The real Prince Leopold was born in 1853. Like The Irregulars’ Leo, his short life was beset by ill health. From his mother’s side, he had inherited haemophilia, a condition that prevents the blood from clotting properly. That meant any injury or cut could prove fatal, stopping Leopold from following his three brothers and father into the military. Prince Leopold was also rumoured to suffer from epilepsy, which led to him living an unusually cosseted life (even for a royal prince).
Prince Leopold lost his father, Prince Albert, in 1861 when he was just eight years old. Due to his ill health, he was kept close to his mother and eventually came to replace his father as her unofficial secretary. Leopold was thought to be Victoria’s favourite son, though she failed to protect him from her Balmoral servant John Brown, whose family he called “fearfully insolent”, complaining that they hit him “on the face with spoons for fun”. (Nothing to do with The Irregulars, just a bit of historical colour.)
When Spike in The Irregulars describes Leo as the brain of the group, that tallies with what we know about Prince Leopold. Mentored by Disraeli and John Ruskin, among others, the Prince was an able scholar who – despite his medical complications – graduated from Oxford University in 1876 and afterwards, travelled in Europe. He had a reputation as a learned man, with a talent for chess and a taste for the arts, and was thought to be part of a social circle that included the writers Lewis Carroll and Oscar Wilde.
In the Netflix series, Leo is reluctantly matched with Princess Helena, a visiting European royal from a German principality. In real life, that’s who Prince Leopold married and had two children with – Princess Alice and Prince Charles Edward.
However, Prince Leopold sadly didn’t live long enough to see the birth of his second child.
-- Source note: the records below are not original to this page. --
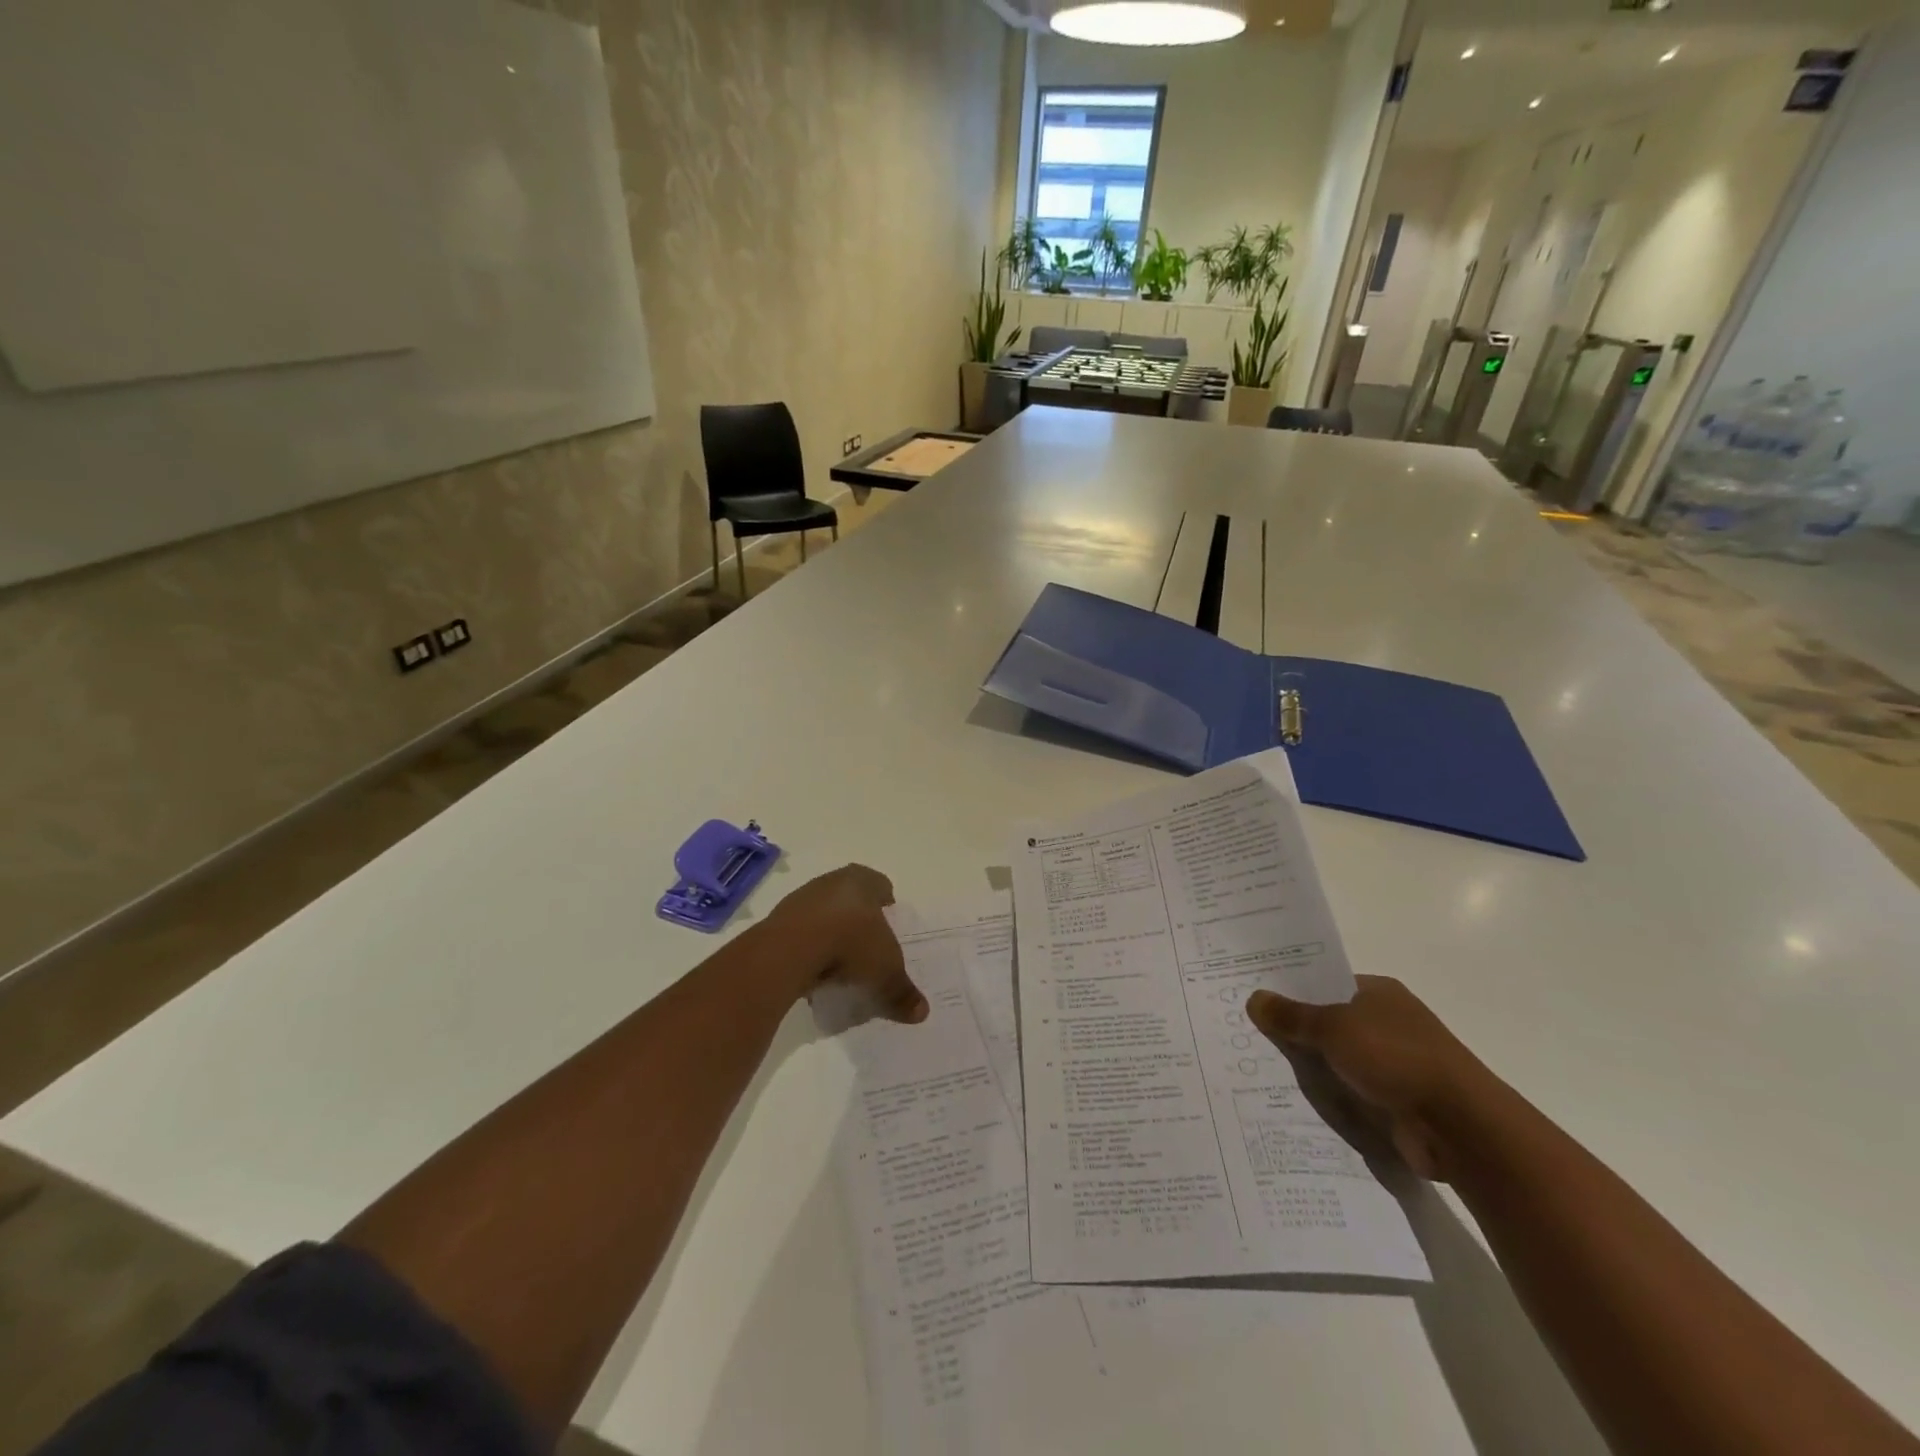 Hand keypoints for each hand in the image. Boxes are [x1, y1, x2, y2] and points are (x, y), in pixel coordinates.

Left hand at [771, 865, 927, 1025]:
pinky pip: (802, 933)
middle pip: (851, 897)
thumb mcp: (885, 973)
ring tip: (841, 963)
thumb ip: (903, 992)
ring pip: (824, 914)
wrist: (790, 950)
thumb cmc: (849, 945)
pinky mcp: (778, 921)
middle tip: (868, 945)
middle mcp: (832, 882)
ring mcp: (802, 899)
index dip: (887, 903)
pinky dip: (810, 948)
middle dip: (859, 918)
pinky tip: (816, 972)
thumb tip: (922, 1012)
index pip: (880, 885)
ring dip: (831, 933)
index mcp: (862, 881)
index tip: (890, 922)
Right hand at [1247, 976, 1489, 1181]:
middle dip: (1296, 1031)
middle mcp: (1388, 1022)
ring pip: (1338, 1059)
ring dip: (1312, 1067)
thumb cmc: (1396, 1058)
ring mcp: (1395, 1063)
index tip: (1256, 998)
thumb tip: (1254, 998)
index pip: (1326, 983)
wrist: (1460, 1127)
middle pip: (1329, 1021)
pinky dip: (1330, 1096)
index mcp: (1379, 992)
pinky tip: (1296, 1101)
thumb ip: (1292, 1016)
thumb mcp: (1333, 1028)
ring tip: (1262, 1069)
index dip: (1292, 989)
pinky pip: (1351, 1092)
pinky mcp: (1397, 1101)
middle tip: (1249, 1034) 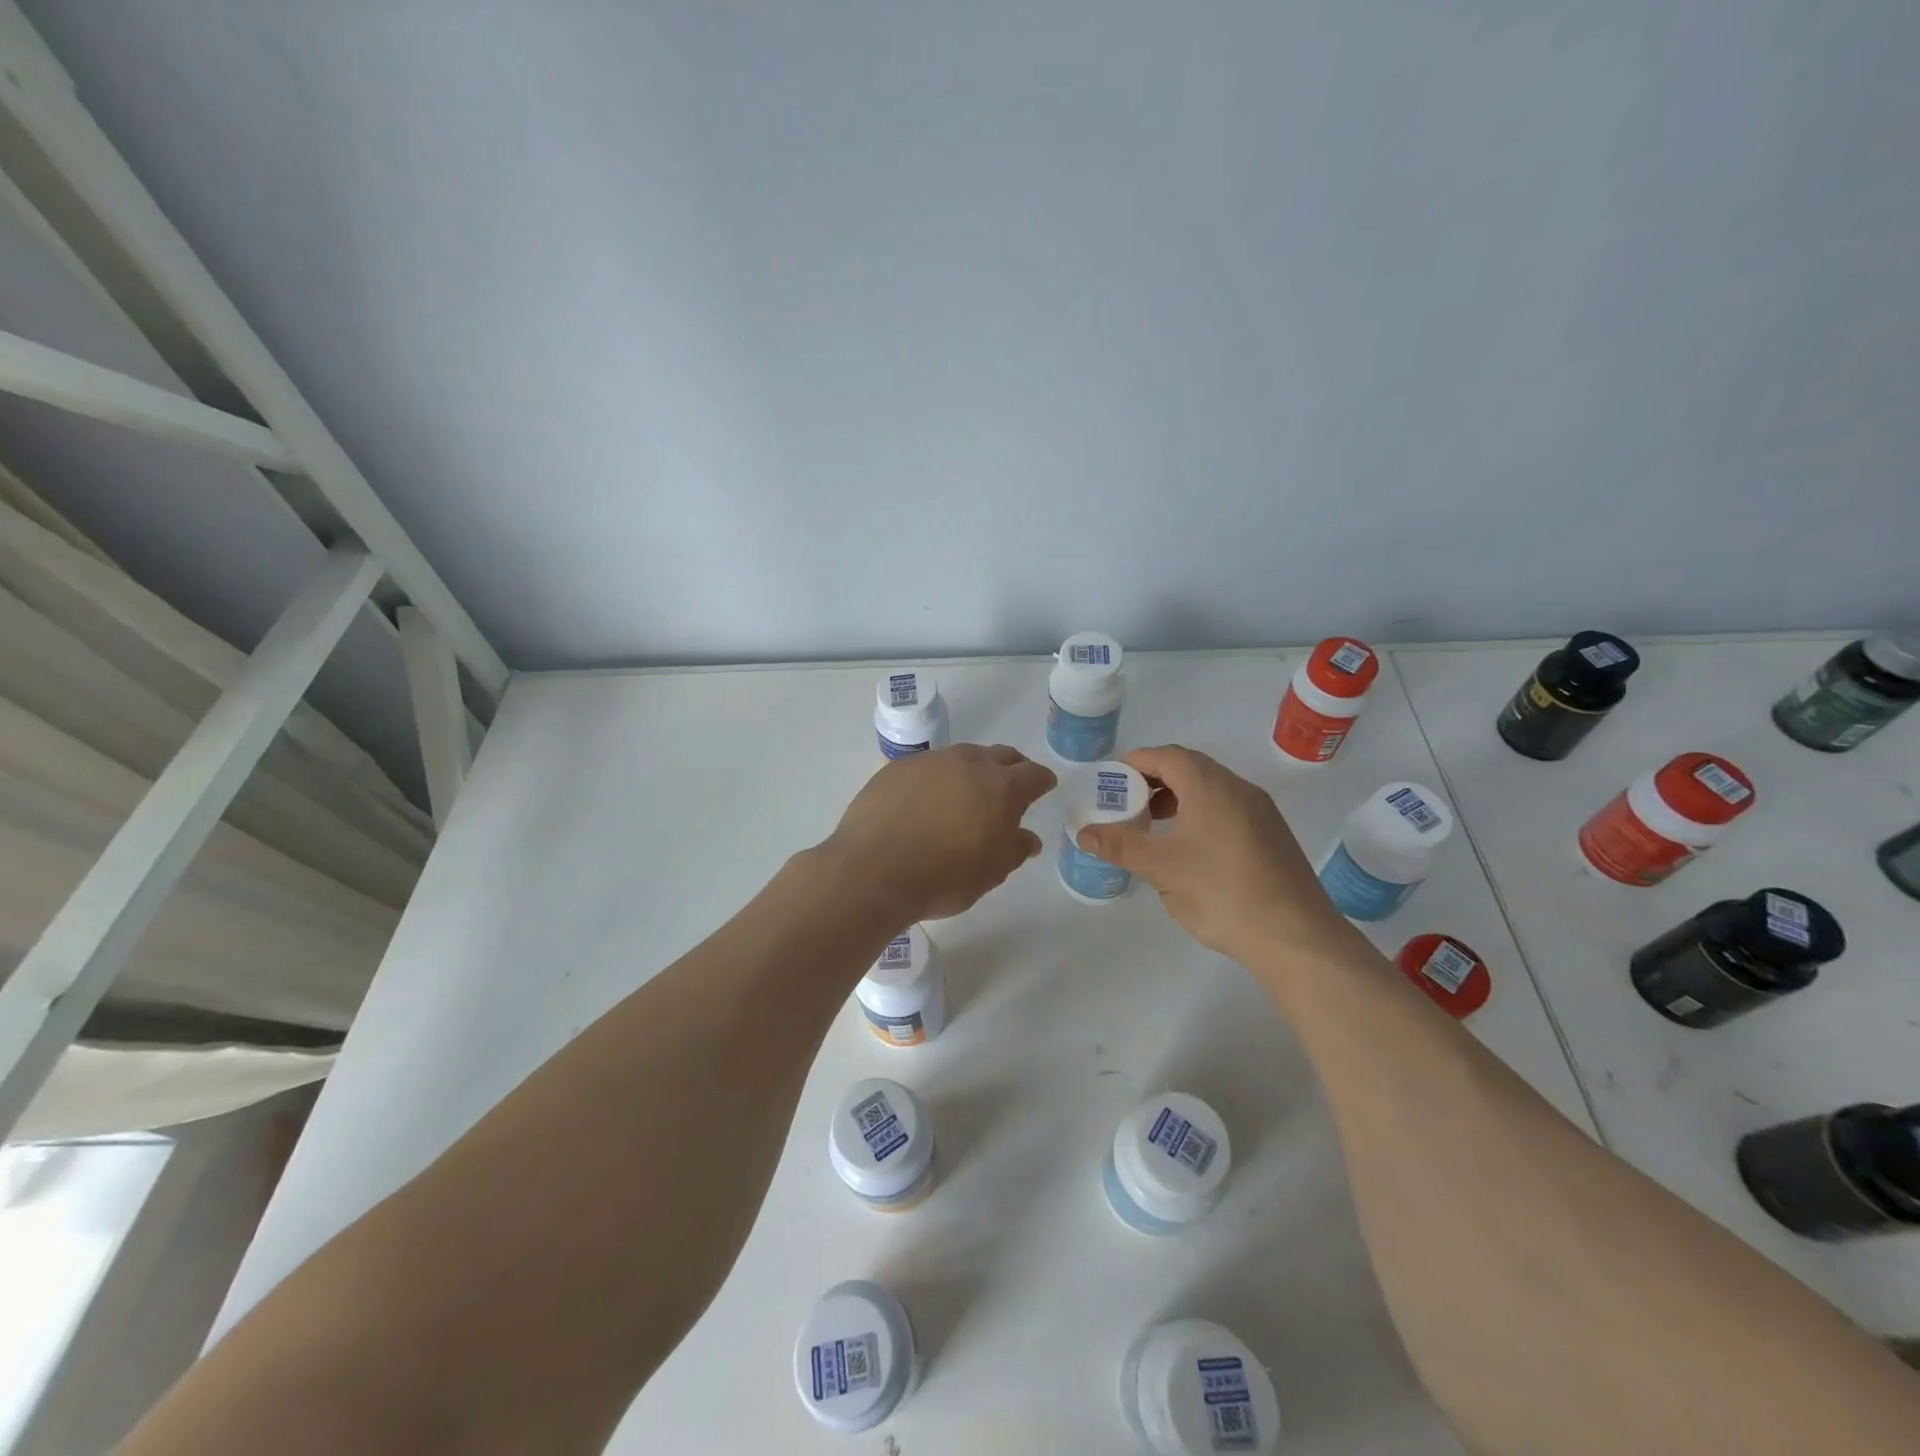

He died at the age of 30 after slipping and banging his head while on a trip to Cannes in the South of France (the bitter irony being that he’d been sent there for the sake of his health). After his death, Queen Victoria mourned greatly for him and was known to wear a locket containing a miniature of him and his older sister Alice, who had died from diphtheria. In Queen Victoria’s diary entry for the day Leopold died, she described his death as “too dreadful”, calling him a dear child who was bright, clever and gifted. The Queen outlived her youngest son by 17 years.
When Leo tells Bea in The Irregulars series finale that even if he were to live for a thousand years, their love will still be true, the character doesn’t know that his historical counterpart would barely live for the next dozen.
The Irregulars is streaming now on Netflix.